I love that story! Asimov (the editor, but not the author) claimed that the velocity was wrong for that radius orbit, however, so that situation would be physically impossible. I've been meaning to check that calculation for a while now but never got around to it.
 
Re: Re: Re: Lowest Stable Low Earth Orbit?

QuarkChild said:
I've been meaning to check that calculation for a while now but never got around to it.
OK, I finally just broke down and did it...

Someone can check this, but using v^2/R = M G /R^2 for the equation of a circular orbit around a planet of mass M, I found that using Mars' radius and mass the orbit described would require a velocity of 1140 m/s. (I can't remember whether Mars had a breathable atmosphere in the story...if so, that would break the sound barrier many times over.)

That's certainly fast enough to leave neat holes in the hillsides, but it might be too fast to be reasonable. The satellite would then orbit Mars every 10 Earth-hours. Earth's moon takes about a month to orbit Earth.
 
Something's got to be wrong there, QC. Consider that a satellite in low-earth orbit circles the Earth in about 90 minutes. Consider also that Phobos (Mars' innermost moon), at a distance of about 6000 km from the surface of Mars, orbits Mars about 3 times each Earth day.
 
Skeptoid said:
Something's got to be wrong there, QC. Consider that a satellite in low-earth orbit circles the Earth in about 90 minutes. Consider also that Phobos (Mars' innermost moon), at a distance of about 6000 km from the surface of Mars, orbits Mars about 3 times each Earth day.
I took the circumference of Mars and divided by the velocity I found above to get the time of orbit in seconds (3.6 million). Then I converted to hours. Is there a different way to find the time of orbit?
 
I just redid the velocity calculation and 3551m/s instead, yielding a time of 3.3 hours for the orbit, which according to skeptiod is still oddly high.

I give up.
 
3.3 hours? Why does that sound wrong? Phobos takes several hours and is 6000km higher (is it three times a Mars day or Earth day?), that seems to make sense.

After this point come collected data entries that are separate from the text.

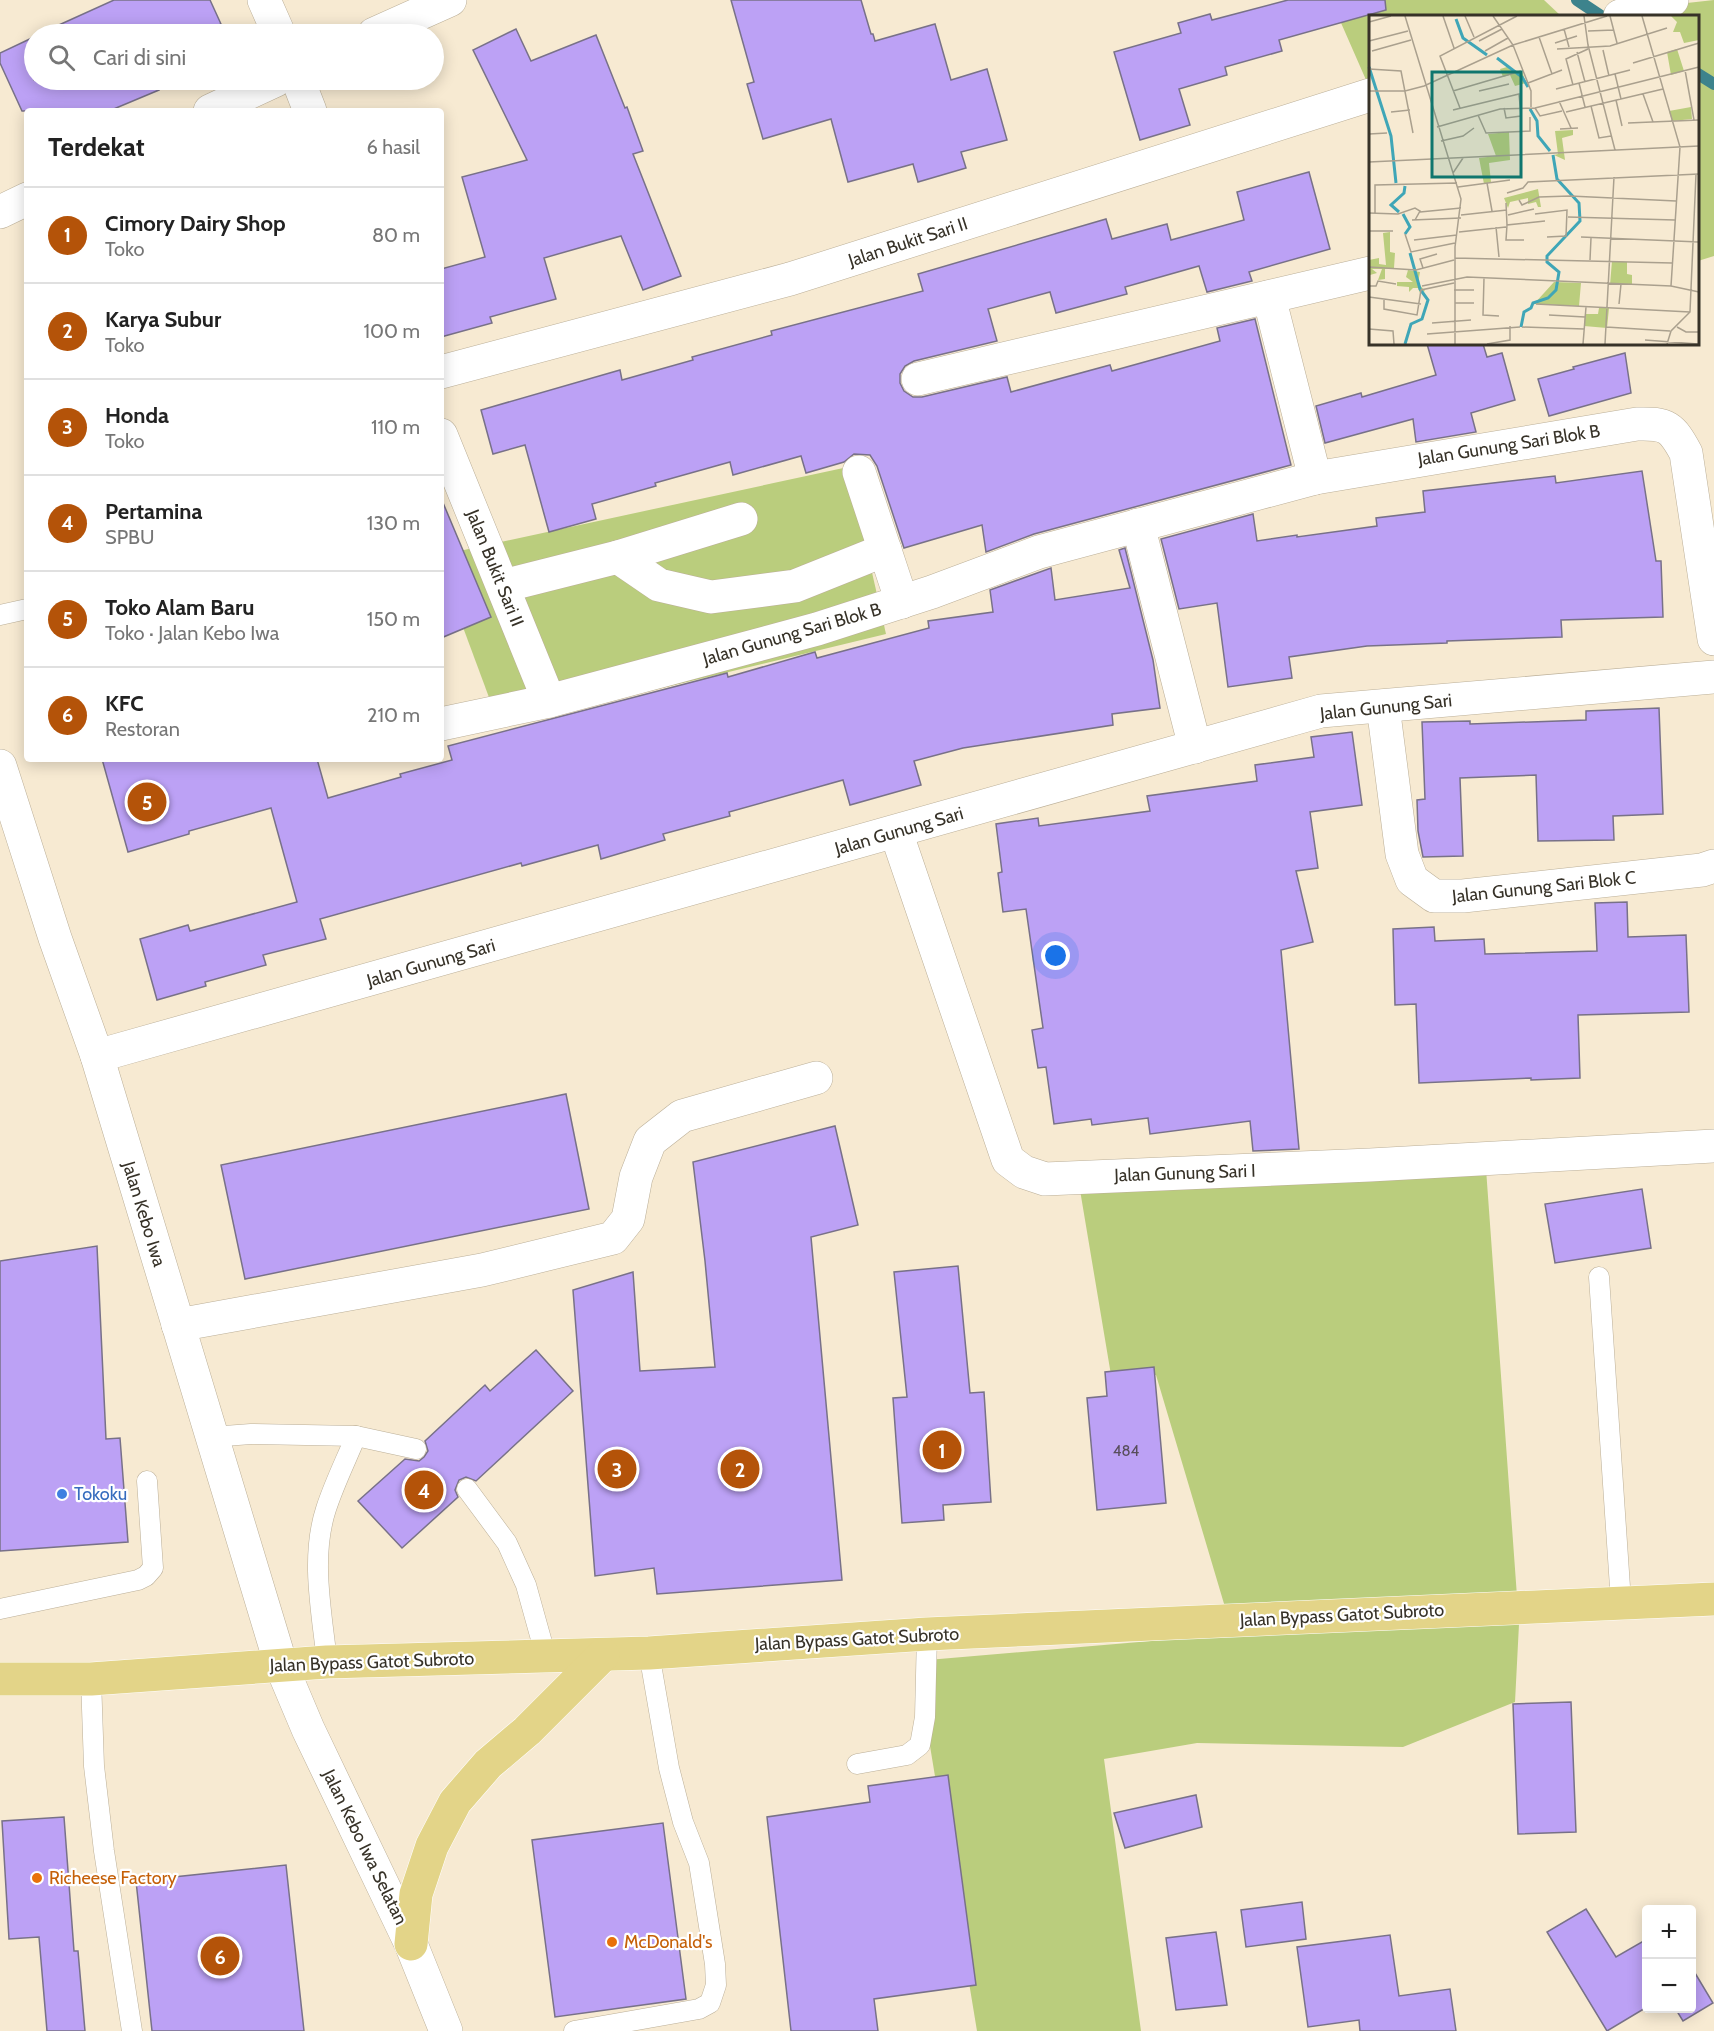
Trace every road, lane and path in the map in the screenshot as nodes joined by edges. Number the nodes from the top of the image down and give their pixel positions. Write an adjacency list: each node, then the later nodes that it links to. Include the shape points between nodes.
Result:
1 (264, 0): 5 (street)
2 (450, 0): 6 (street)
3 (1672, 0): 4 (street)
4 (1623, 15)
5 (275, 24)
6 (396, 24)
7 (255, 90): 10 (street)
8 (302, 90): 11 (street)
9 (1369, 97): 16 (street, Jalan Bukit Sari II, via 790,279)
10 (216, 108)
11 (309, 108)
12 (24, 200): 13 (street)
13 (0, 212)
14 (1369, 273): 15 (street)
15 (1269, 297): 17 (street); 20 (street)
16 (444, 371)
17 (918, 379)
18 (444, 442): 25 (street, Jalan Bukit Sari II)
19 (859, 472): 23 (street)
20 (1315, 478): 22 (street, Jalan Gunung Sari Blok B); 29 (street, Jalan Gunung Sari Blok B, via 1637,424 1658,424 1675,434 1686,453)
21 (741, 519): 24 (street)
22 (1137, 525): 26 (street, Jalan Gunung Sari Blok B, via 1039,552); 34 (street)
23 (885, 550): 24 (street, via 795,586 711,597 659,585); 26 (street)
24 (618, 557): 25 (street)
25 (503, 586): 31 (street, Jalan Bukit Sari II)
26 (902, 602): 31 (street, Jalan Gunung Sari Blok B, via 817,629)
27 (24, 609): 28 (lane)
28 (2, 610)
29 (1714, 639)
30 (1714, 677): 32 (street, Jalan Gunung Sari)
31 (549, 701): 33 (street, Jalan Gunung Sari Blok B)
32 (1383, 706): 34 (street, Jalan Gunung Sari, via 1321,711); 37 (street, Jalan Gunung Sari Blok C, via 1402,854 1412,880 1434,896 1680,873)
33 (444, 723)
34 (1195, 747): 36 (street, Jalan Gunung Sari)
35 (0, 766): 38 (street, Jalan Kebo Iwa)
36 (896, 832): 38 (street, Jalan Gunung Sari); 40 (street, Jalan Gunung Sari I, via 1008,1160 1024,1172 1045,1179)
37 (1714, 866)
38 (97, 1056): 42 (street, Jalan Kebo Iwa)
39 (816, 1078): 42 (street, via 682,1116 650,1141 636,1177 628,1219 612,1238 482,1270)
40 (1714, 1146)
41 (1599, 1277): 49 (lane)
42 (178, 1325): 44 (street, Jalan Kebo Iwa)
43 (356, 1436): 44 (lane); 45 (lane); 55 (lane, via 326,1510 320,1536 318,1569)
44 (211, 1437): 56 (street, Jalan Kebo Iwa)
45 (416, 1449)
46 (147, 1481): 50 (lane, via 153,1568 146,1576)
47 (467, 1489): 54 (lane, via 507,1543 526,1585)
48 (1714, 1599): 49 (main road, Jalan Bypass Gatot Subroto)
49 (1621, 1602): 51 (main road, Jalan Bypass Gatot Subroto)
50 (0, 1609)
51 (927, 1634): 52 (main road, Jalan Bypass Gatot Subroto); 59 (lane, via 925,1717 920,1744 907,1755)
52 (649, 1653): 53 (main road, Jalan Bypass Gatot Subroto); 63 (lane, via 669,1768 699,1863 716,1985 710,2003 699,2009)
53 (603, 1656): 54 (main road, Jalan Bypass Gatot Subroto); 60 (main road, via 488,1764 455,1802 432,1846 419,1884)
54 (546, 1657): 55 (main road, Jalan Bypass Gatot Subroto)
55 (327, 1662): 56 (main road, Jalan Bypass Gatot Subroto)
56 (281, 1665): 58 (main road, Jalan Bypass Gatot Subroto); 60 (street, Jalan Kebo Iwa Selatan)
57 (0, 1679): 58 (main road, Jalan Bypass Gatot Subroto)
58 (91, 1679): 61 (lane, via 94,1766)
59 (857, 1764)
60 (411, 1944): 62 (street, Jalan Kebo Iwa Selatan)
61 (132, 2031)
62 (446, 2031)
63 (574, 2031)

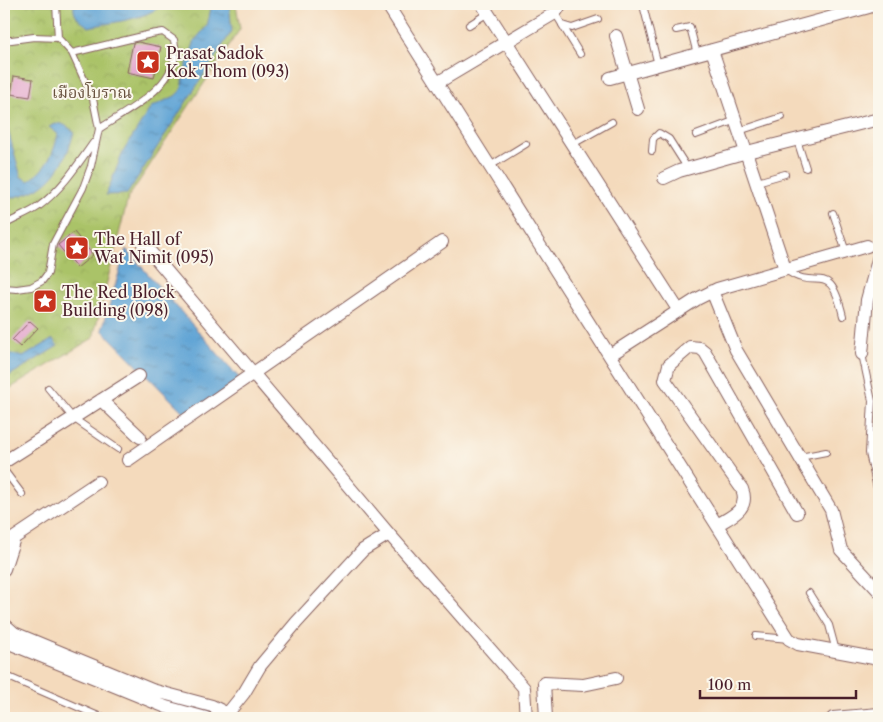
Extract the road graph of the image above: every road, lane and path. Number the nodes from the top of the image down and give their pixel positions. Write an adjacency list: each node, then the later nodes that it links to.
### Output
1 (56, 4): 11 (lane)
2 (388, 4): 20 (street)
3 (869, 7): 14 (street)
4 (485, 8): 8 (lane); 13 (street)
5 (558, 8): 7 (lane); 13 (street)
6 (644, 9): 17 (lane)
7 (598, 19)
8 (469, 25)
9 (676, 30): 16 (lane)
10 (616, 36): 18 (street)
11 (58, 38): 12 (lane); 15 (lane)
12 (4, 41)
13 (506, 41): 20 (street); 31 (street)
14 (712, 50): 16 (street); 25 (street)
15 (72, 53): 26 (lane); 26 (lane)
16 (697, 54): 17 (street)
17 (658, 65): 18 (street)
18 (628, 74): 19 (street); 21 (street)
19 (610, 78)
20 (437, 83): 34 (street)
21 (638, 109)
22 (782, 117): 25 (lane)
23 (879, 119): 28 (street)
24 (612, 122): 31 (lane)
25 (738, 126): 27 (lane); 33 (street)
26 (99, 129): 29 (lane)
27 (696, 135)
28 (797, 140): 33 (street); 35 (lane)
29 (95, 141): 41 (lane); 48 (lane)
30 (526, 144): 34 (lane)
31 (573, 144): 50 (street)
32 (652, 150): 36 (lane)
33 (747, 152): 36 (street); 39 (street)
34 (490, 166): 53 (street)
35 (806, 168)
36 (688, 169): 38 (street)
37 (785, 174): 39 (lane)
38 (664, 178)
39 (757, 182): 47 (street)
40 (833, 213): 45 (lane)
41 (4, 225)
42 (142, 242): 54 (street)
43 (442, 242): 54 (street)
44 (867, 246): 45 (street)
45 (846, 252): 47 (street)
46 (879, 256): 52 (street)
47 (785, 269): 49 (street); 51 (lane)
48 (4, 288)
49 (712, 291): 50 (street); 62 (street)
50 (679, 311): 53 (street)
51 (843, 316)
52 (862, 354): 68 (lane)
53 (610, 356): 70 (street)
54 (252, 374): 63 (street); 71 (street)
55 (138, 376): 57 (street)
56 (48, 388): 58 (lane)
57 (101, 400): 58 (street); 59 (street)
58 (73, 418): 60 (lane); 64 (street)
59 (140, 437)
60 (118, 449)
61 (826, 452): 62 (lane)
62 (800, 457): 73 (street)
63 (128, 460)
64 (4, 462)
65 (4, 470): 67 (lane)
66 (98, 482): 72 (street)
67 (22, 494)
68 (879, 497)
69 (797, 513): 70 (street)
70 (717, 525): 77 (street)
71 (389, 534): 84 (street); 88 (street)
72 (4, 569)
73 (879, 591)
74 (809, 593): 79 (lane)
75 (4, 624): 84 (street)
76 (756, 636): 77 (lane)
77 (789, 639): 79 (street)
78 (4, 641): 87 (street)
79 (836, 651): 80 (street)
80 (879, 659)
81 (4, 675): 85 (lane)
82 (616, 678): 89 (street)
83 (879, 714): 90 (street)
84 (226, 716)
85 (102, 717): 86 (lane)
86 (87, 718)
87 (206, 718)
88 (526, 718)
89 (546, 718)
90 (833, 718)

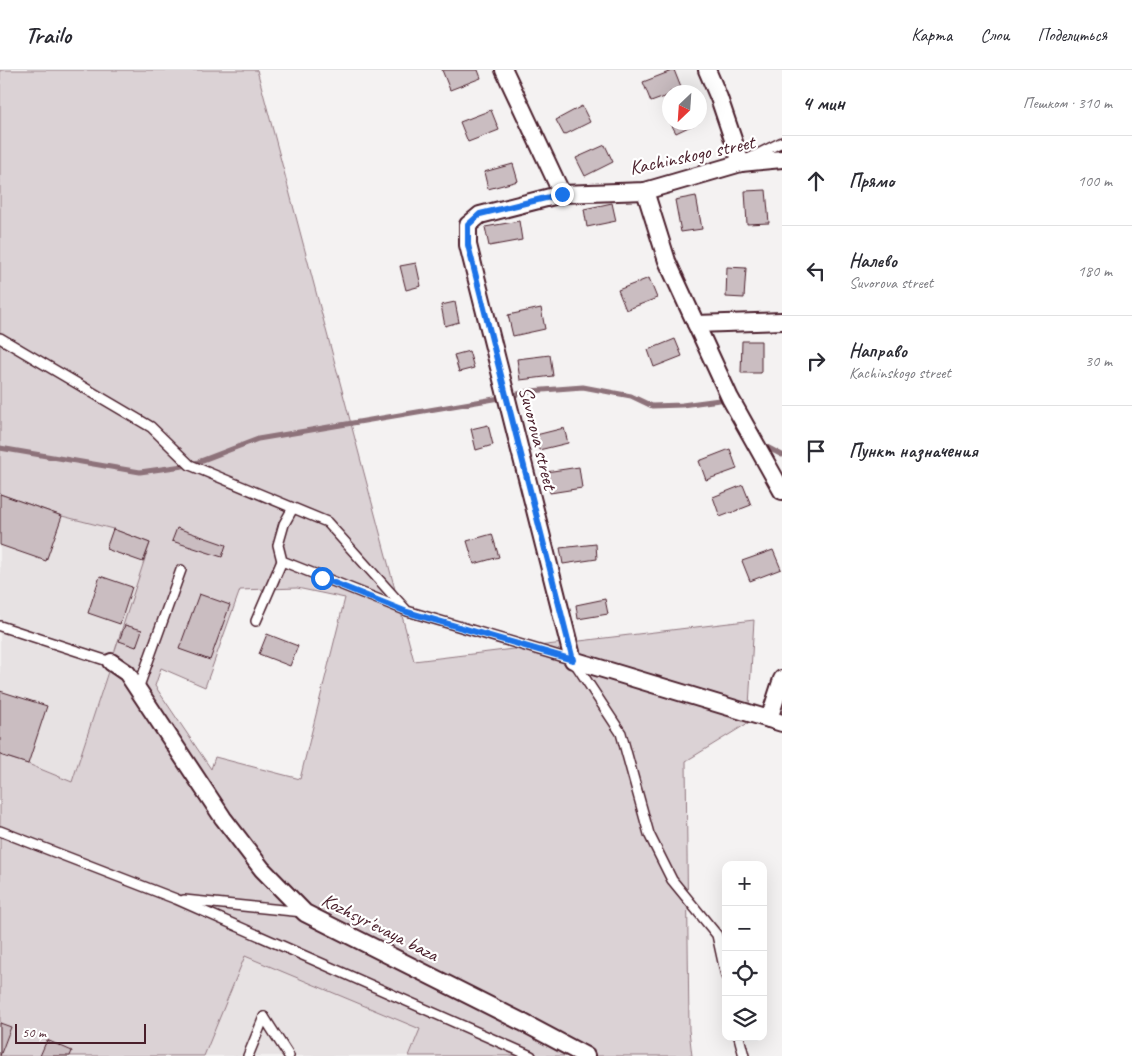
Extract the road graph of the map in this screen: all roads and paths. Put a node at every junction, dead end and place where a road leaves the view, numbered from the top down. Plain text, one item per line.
1 (504, 70) edge
2 (707, 70) edge
3 (782, 142) edge
4 (782, 159) edge
5 (741, 163) junction
6 (645, 191) junction
7 (562, 194) junction
8 (468, 225) joint
9 (782, 321) edge
10 (696, 324) junction
11 (0, 338) edge
12 (782, 491) edge
13 (293, 508) junction
14 (282, 561) junction
15 (182, 570) dead end
16 (407, 612) junction
17 (256, 620) dead end
18 (0, 626) edge
19 (573, 660) junction
20 (111, 662) joint
21 (782, 679) edge
22 (138, 689) junction
23 (775, 721) edge
24 (0, 831) edge
25 (176, 899) junction
26 (305, 913) junction
27 (722, 958) edge
28 (740, 1041) edge
29 (248, 1056) edge
30 (290, 1056) edge
31 (531, 1056) edge
32 (586, 1056) edge
33 (744, 1056) edge

1 - 7 street
2 - 5 street
3 - 5 lane
4 - 5 street, Kachinskogo street
5 - 6 street, Kachinskogo street
6 - 7 street, Kachinskogo street
6 - 10 street
7 - 8 street, Kachinskogo street
8 - 19 street, Suvorova street
9 - 10 street
10 - 12 street
11 - 13 lane
13 - 14 lane
13 - 16 lane
14 - 16 lane
14 - 17 lane
15 - 22 lane
16 - 19 lane
18 - 20 lane
19 - 23 street
19 - 27 lane
20 - 22 street, Kozhsyr'evaya baza
21 - 23 street
22 - 26 street, Kozhsyr'evaya baza
24 - 25 lane
25 - 26 lane
25 - 31 lane
26 - 32 street, Kozhsyr'evaya baza
28 - 33 lane
29 - 30 lane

There was another story SF short story on this, I fail to remember the author, but it does have an Asimov scent ;):

This was during the cold war, and the author has it in a future where the USA and USSR are at the umptheenth fringe war on Earth, but the more or less independent moon colonies of the two countries keep an amiable peace. So a comitee goes to investigate, and they haven't been in the office of the local commander for very long, when a siren sounds, and everyone hits the floor. Then there is a wizzling and slammming of bullets through the walls, people get up, run around and patch holes, and sit down to continue business.

It turns out that they HAD tried to fight, but on the airless moon, the high-velocity riffle bullets tended to enter low orbits, so they soon discovered that if you fired a gun and missed, you would eventually hit your own backside! ..And so, peace ensued :).

Hans

Edited for grammar and some of the typos...
 
QuarkChild said:
I just redid the velocity calculation and 3551m/s instead, yielding a time of 3.3 hours for the orbit, which according to skeptiod is still oddly high.

I give up.
Actually, that seems much more reasonable. Consider that Mars' escape velocity is 5020m/s.

Edit-- I thought your previous result to be oddly slow. :)



Hans, a Martian day is 24.66 Earth hours.
 
QuarkChild said:
I just redid the velocity calculation and 3551m/s instead, yielding a time of 3.3 hours for the orbit, which according to skeptiod is still oddly high.

I give up.
Okay, using the equation for orbital velocity, V<sub>o</sub> = (GM/R)<sup>1/2</sup> (which is equivalent to the equation you used), I get 3554m/s for a small mass orbiting at Mars' surface. But I'm getting 1.66 hours per orbit. I think you forgot to double the radius when you calculated Mars' circumference.